[Supplied data]

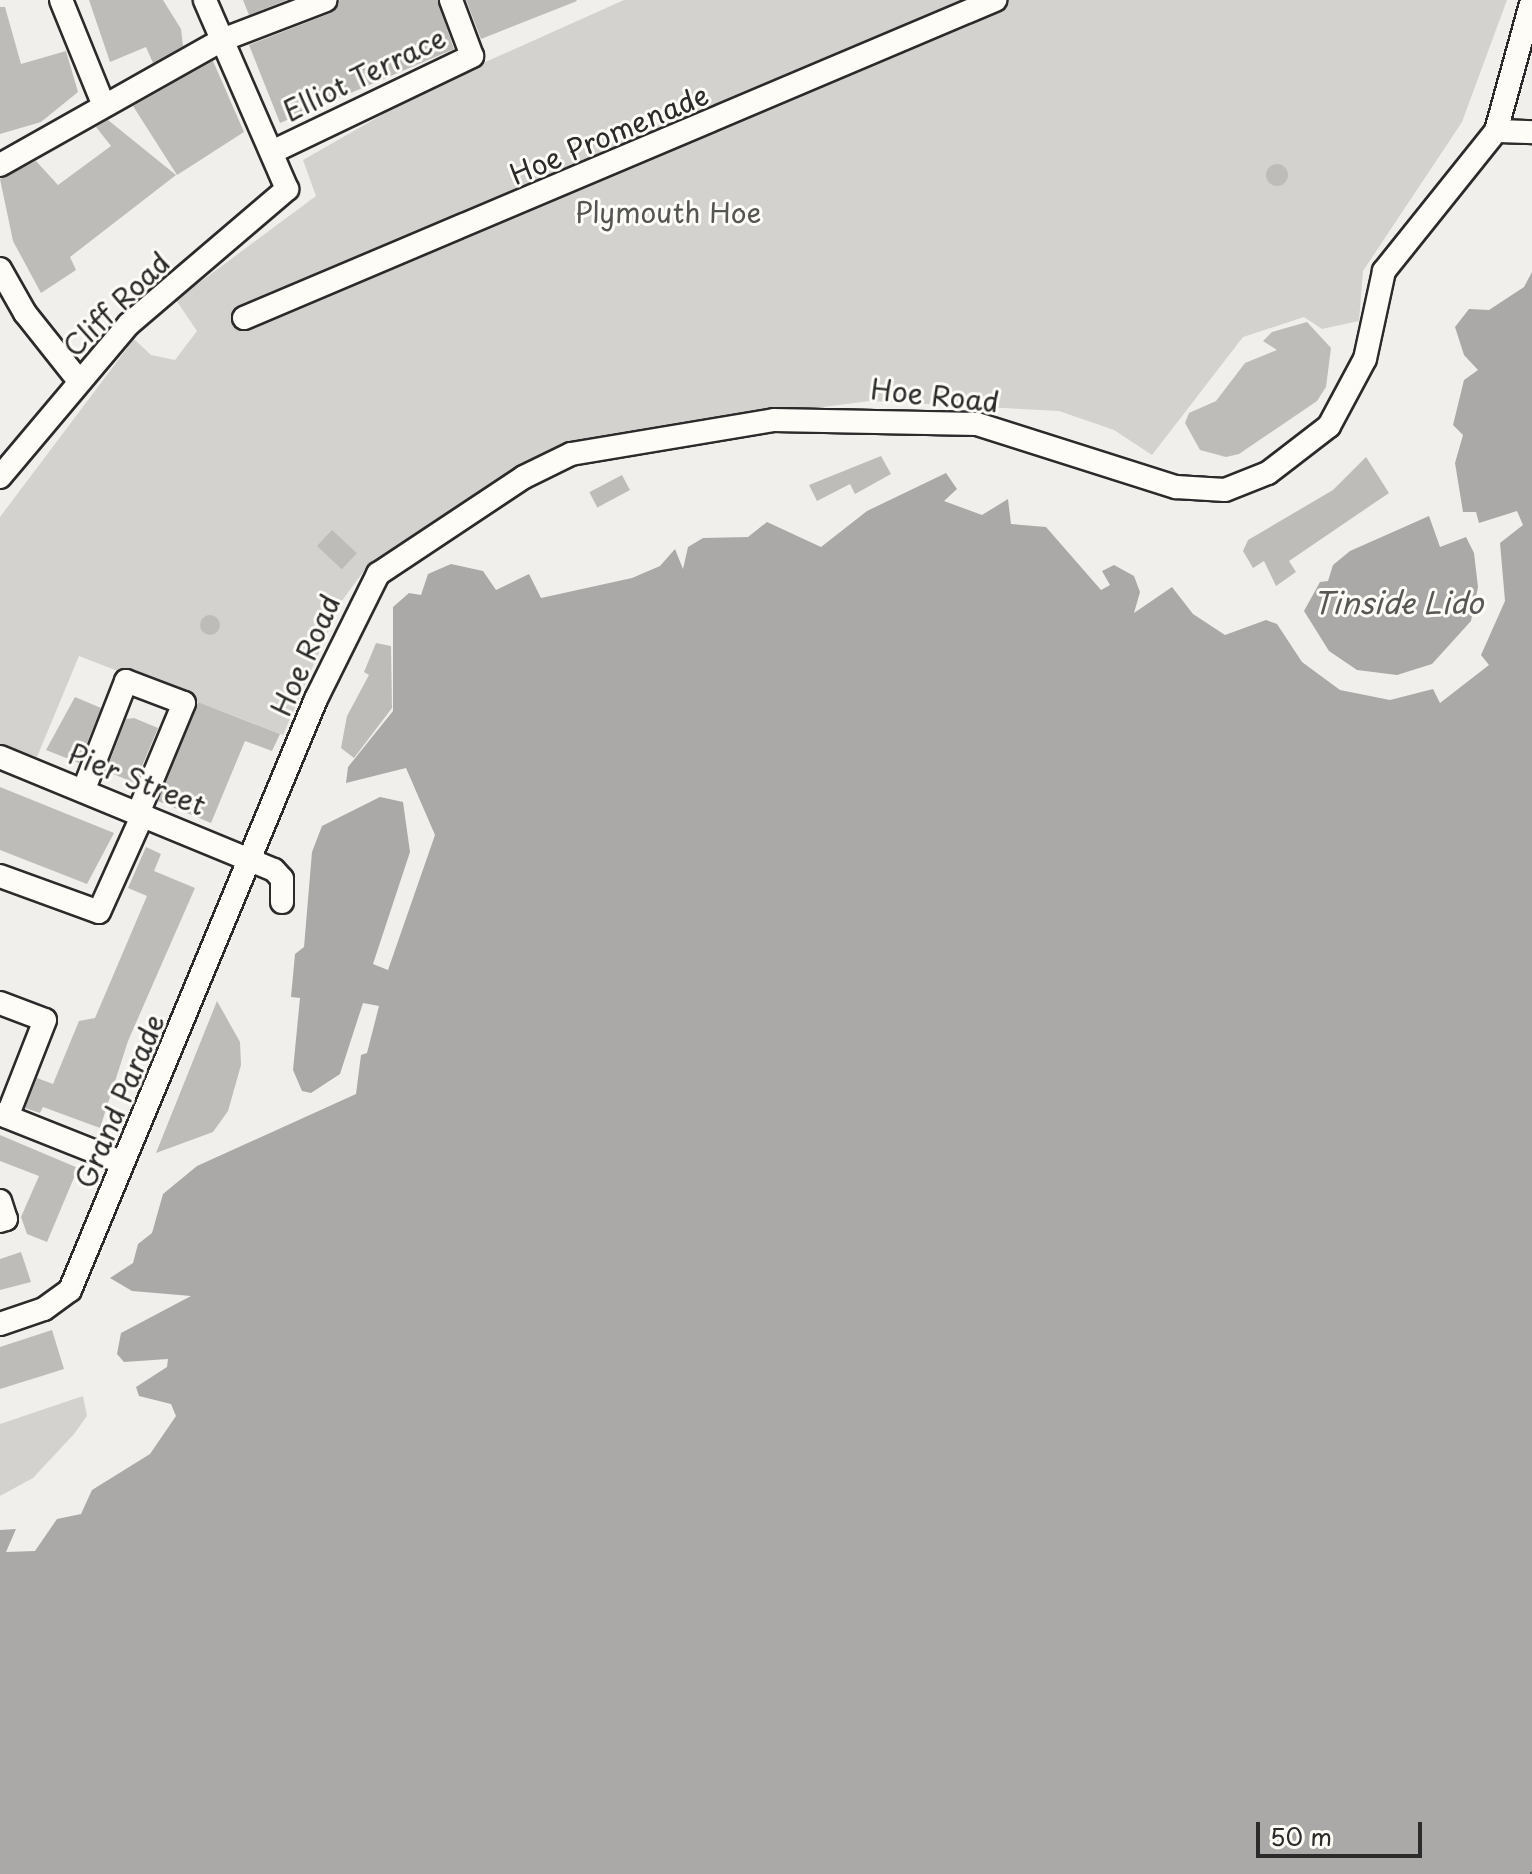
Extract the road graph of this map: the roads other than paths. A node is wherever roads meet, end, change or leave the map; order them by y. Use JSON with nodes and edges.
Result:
{"nodes":[{"id":1,"x":61,"y":0,"type":"edge"},
{"id":2,"x":205,"y":0,"type":"edge"},
{"id":3,"x":326,"y":0,"type":"edge"},
{"id":4,"x":451,"y":0,"type":"edge"},
{"id":5,"x":995,"y":0,"type":"edge"},
{"id":6,"x":1532,"y":0,"type":"edge"},
{"id":7,"x":222,"y":40,"type":"junction"},
{"id":8,"x":104,"y":106,"type":"junction"},
{"id":9,"x":1496,"y":131,"type":"junction"},
{"id":10,"x":1532,"y":132,"type":"edge"},
{"id":11,"x":272,"y":152,"type":"junction"},
{"id":12,"x":0,"y":165,"type":"edge"},
{"id":13,"x":0,"y":269,"type":"edge"},
{"id":14,"x":244,"y":318,"type":"dead end"},
{"id":15,"x":79,"y":381,"type":"junction"},
{"id":16,"x":0,"y":477,"type":"edge"},
{"id":17,"x":0,"y":757,"type":"edge"},
{"id":18,"x":84,"y":789,"type":"junction"},
{"id":19,"x":141,"y":812,"type":"junction"},
{"id":20,"x":250,"y":862,"type":"junction"},
{"id":21,"x":0,"y":876,"type":"edge"},
{"id":22,"x":282,"y":902,"type":"dead end"},
{"id":23,"x":0,"y":1003,"type":"edge"},
{"id":24,"x":4,"y":1115,"type":"edge"},
{"id":25,"x":123,"y":1163,"type":"junction"},
{"id":26,"x":0,"y":1201,"type":"edge"},
{"id":27,"x":0,"y":1221,"type":"edge"},
{"id":28,"x":0,"y":1324,"type":"edge"}],
"edges":[{"from":1,"to":8,"type":"street"},
{"from":2,"to":7,"type":"street"},
{"from":3,"to":7,"type":"street"},
{"from":4,"to":11,"type":"street","name":"Elliot Terrace"},
{"from":5,"to":14,"type":"street","name":"Hoe Promenade"},
{"from":6,"to":9,"type":"street","name":"Hoe Road"},
{"from":7,"to":8,"type":"street"},
{"from":7,"to":11,"type":"street"},
{"from":8,"to":12,"type":"street"},
{"from":9,"to":10,"type":"street"},
{"from":9,"to":20,"type":"street","name":"Hoe Road"},
{"from":11,"to":15,"type":"street","name":"Cliff Road"},
{"from":13,"to":15,"type":"street"},
{"from":15,"to":16,"type":"street","name":"Cliff Road"},
{"from":17,"to":18,"type":"street","name":"Pier Street"},
{"from":18,"to":19,"type":"street","name":"Pier Street"},
{"from":18,"to":19,"type":"street"},
{"from":19,"to":20,"type":"street","name":"Pier Street"},
{"from":19,"to":21,"type":"street"},
{"from":20,"to":22,"type":"street","name":"Pier Street"},
{"from":20,"to":25,"type":"street","name":"Grand Parade"},
{"from":23,"to":24,"type":"street"},
{"from":24,"to":25,"type":"street"},
{"from":25,"to":28,"type":"street","name":"Grand Parade"},
{"from":26,"to":27,"type":"street"}]}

[/Supplied data]

**Work instruction:** Say how many lines in the entries above contain the string "nodes". Give the number by itself.

**Your solution:** 2